The characteristic differences between groups A and B should be noted, as well as the fact that we could not account for potential disparity regarding body mass index and ethnicity.2,3 In group A, patient age was significantly lower and significantly more male patients were included compared with group B. This might be attributable to the fact that group A represents a younger and more active group of patients who are prone to ACL injury compared with group B, whose radiographs were taken because of undefined trauma or exclusion of degenerative changes. Of note, conflicting results have been reported about the effect of aging (after skeletal maturity up to the presence of severe osteoarthritis) and TS.2,5,11 Patient sex did not have a significant effect on the TS, yet multivariate analysis showed a significant dependence between age and TS. Even if the regression coefficient might indicate that this is clinically negligible, it still must be noted when interpreting the results.

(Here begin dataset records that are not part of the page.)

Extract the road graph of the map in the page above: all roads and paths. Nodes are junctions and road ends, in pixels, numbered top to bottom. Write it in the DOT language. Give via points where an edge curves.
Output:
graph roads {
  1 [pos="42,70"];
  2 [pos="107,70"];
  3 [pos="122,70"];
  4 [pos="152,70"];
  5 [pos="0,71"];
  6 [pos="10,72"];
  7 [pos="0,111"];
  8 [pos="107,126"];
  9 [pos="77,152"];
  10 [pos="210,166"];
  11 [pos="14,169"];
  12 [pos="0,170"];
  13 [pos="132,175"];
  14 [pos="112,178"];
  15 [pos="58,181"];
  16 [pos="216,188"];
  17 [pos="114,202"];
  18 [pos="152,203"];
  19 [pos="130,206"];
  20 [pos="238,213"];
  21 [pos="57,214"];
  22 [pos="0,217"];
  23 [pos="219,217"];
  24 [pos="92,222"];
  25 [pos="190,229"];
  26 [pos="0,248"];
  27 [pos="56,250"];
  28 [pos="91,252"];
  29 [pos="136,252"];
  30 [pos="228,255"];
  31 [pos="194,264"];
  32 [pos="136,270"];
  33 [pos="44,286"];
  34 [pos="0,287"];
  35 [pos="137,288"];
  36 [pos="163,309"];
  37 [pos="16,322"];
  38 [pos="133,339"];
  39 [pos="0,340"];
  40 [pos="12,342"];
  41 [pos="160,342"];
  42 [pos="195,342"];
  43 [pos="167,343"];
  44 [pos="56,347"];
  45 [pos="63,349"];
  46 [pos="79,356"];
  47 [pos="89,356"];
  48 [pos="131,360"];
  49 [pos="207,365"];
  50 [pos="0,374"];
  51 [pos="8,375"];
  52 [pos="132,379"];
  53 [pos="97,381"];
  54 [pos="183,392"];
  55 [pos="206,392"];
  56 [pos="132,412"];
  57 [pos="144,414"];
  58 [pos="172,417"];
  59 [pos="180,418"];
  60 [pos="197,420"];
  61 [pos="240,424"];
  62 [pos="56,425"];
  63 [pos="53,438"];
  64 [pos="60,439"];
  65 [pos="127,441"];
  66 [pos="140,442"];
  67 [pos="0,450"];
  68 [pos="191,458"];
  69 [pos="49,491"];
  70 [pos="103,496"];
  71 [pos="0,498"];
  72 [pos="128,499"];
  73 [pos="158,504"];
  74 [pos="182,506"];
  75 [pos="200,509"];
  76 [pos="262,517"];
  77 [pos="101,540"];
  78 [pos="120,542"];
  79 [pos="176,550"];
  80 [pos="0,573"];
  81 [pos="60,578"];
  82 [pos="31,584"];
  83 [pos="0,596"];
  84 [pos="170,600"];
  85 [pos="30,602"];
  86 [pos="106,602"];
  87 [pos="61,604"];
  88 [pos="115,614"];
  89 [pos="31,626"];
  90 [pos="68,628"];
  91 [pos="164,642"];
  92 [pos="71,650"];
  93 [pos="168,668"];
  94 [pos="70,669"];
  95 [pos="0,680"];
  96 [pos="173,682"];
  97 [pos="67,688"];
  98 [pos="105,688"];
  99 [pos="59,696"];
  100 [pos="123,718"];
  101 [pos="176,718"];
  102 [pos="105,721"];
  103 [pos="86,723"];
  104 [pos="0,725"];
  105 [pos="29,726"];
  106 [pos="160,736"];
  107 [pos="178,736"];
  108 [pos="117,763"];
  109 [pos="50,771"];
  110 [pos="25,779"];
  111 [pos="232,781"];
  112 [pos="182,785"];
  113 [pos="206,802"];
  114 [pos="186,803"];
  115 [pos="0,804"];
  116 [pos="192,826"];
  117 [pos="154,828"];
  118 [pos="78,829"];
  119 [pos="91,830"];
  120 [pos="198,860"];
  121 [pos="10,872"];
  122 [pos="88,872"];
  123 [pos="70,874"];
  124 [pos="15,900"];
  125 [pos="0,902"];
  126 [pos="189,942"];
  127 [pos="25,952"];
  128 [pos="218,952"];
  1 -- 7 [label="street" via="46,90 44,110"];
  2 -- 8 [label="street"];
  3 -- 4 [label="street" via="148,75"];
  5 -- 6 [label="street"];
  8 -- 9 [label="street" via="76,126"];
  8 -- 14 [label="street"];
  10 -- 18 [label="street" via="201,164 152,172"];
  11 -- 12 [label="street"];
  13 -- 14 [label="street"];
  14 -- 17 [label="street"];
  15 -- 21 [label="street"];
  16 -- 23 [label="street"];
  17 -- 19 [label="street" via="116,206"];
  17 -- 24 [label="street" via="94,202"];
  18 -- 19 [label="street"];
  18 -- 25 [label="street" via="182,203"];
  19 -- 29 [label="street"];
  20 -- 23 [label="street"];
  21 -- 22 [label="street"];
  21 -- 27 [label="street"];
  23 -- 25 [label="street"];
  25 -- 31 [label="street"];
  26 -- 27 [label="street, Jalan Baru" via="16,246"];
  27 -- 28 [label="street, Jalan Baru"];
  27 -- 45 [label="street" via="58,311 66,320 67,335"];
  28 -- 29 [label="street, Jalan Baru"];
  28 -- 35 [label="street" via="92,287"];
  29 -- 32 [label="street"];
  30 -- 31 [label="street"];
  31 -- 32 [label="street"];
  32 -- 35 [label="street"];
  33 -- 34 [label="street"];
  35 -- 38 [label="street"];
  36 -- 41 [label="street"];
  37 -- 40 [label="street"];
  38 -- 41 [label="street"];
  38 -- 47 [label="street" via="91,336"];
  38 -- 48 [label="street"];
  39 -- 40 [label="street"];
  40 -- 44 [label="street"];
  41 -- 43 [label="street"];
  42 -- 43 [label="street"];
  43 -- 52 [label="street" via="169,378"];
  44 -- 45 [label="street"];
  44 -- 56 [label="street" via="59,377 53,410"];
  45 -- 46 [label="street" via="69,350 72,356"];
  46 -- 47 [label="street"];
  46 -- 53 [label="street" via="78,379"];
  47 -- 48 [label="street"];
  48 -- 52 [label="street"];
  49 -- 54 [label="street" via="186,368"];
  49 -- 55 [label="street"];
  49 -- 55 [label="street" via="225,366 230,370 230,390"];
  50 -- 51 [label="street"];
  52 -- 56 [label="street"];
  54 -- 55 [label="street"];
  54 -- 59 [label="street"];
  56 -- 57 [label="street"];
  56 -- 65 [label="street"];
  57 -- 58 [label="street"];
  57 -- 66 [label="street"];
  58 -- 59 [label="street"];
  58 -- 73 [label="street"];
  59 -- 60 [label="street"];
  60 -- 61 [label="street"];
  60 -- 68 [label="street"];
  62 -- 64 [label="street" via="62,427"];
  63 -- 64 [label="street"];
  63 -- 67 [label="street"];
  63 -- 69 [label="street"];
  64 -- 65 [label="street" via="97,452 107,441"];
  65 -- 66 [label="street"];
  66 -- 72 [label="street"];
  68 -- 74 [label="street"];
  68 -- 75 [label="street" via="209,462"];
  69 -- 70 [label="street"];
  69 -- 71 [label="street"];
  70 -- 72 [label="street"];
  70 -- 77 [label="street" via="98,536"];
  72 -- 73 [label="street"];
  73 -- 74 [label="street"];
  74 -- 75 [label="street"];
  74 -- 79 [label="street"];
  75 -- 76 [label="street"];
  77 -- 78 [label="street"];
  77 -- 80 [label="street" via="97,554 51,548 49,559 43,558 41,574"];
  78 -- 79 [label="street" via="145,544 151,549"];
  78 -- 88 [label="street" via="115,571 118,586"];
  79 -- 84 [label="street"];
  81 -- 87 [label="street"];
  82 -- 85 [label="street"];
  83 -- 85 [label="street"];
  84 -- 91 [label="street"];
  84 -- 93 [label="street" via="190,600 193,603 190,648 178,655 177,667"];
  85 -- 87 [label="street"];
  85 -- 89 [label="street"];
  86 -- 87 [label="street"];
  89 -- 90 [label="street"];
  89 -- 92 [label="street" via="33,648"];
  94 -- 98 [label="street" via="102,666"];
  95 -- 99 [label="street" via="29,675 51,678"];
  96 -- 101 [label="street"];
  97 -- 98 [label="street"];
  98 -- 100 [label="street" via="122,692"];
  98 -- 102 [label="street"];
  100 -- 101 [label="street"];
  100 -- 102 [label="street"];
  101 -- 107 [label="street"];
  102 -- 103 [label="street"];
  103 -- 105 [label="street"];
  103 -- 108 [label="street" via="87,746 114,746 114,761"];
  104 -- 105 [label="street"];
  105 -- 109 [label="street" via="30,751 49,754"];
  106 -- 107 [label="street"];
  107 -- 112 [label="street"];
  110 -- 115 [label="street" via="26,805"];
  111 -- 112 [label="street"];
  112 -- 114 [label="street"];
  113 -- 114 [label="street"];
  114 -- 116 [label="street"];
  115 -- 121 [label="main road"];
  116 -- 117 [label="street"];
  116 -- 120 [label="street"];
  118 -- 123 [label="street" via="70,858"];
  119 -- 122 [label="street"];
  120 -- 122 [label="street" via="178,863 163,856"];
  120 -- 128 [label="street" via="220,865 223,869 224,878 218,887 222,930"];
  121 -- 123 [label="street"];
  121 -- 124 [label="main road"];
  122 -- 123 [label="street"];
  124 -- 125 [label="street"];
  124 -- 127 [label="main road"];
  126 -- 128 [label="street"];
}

As already discussed, another drawback of the current study is the measurement of TS on standard radiographs, thus potentially ignoring a possible asymmetry between the medial and lateral TS. 9 Nevertheless, radiographs have been reported to provide an accurate and objective quantification of the TS as well as high correlation with MRI assessment.12,17 In addition, the clinical use of radiography might be higher than that of MRI.
Conclusion
The TS was significantly higher in 1000 patients with an ACL-injured knee compared with 1000 patients with an ACL-intact knee. The mean values differed by only 1°, which might be negligible in clinical practice. However, a significantly larger number of outliers were noted in the ACL-injured group exceeding a TS of 12°, which became more distinct with increasing TS and thus qualified as a potential threshold for correction osteotomies.
Footnotes
Submitted August 31, 2022; accepted April 19, 2023.
The authors declared that they have no conflicts of interest in the authorship and publication of this contribution. AOSSM checks author disclosures against the Open Payments Database (OPD). AOSSM has not conducted an independent investigation on the OPD and disclaims any liability or responsibility relating thereto.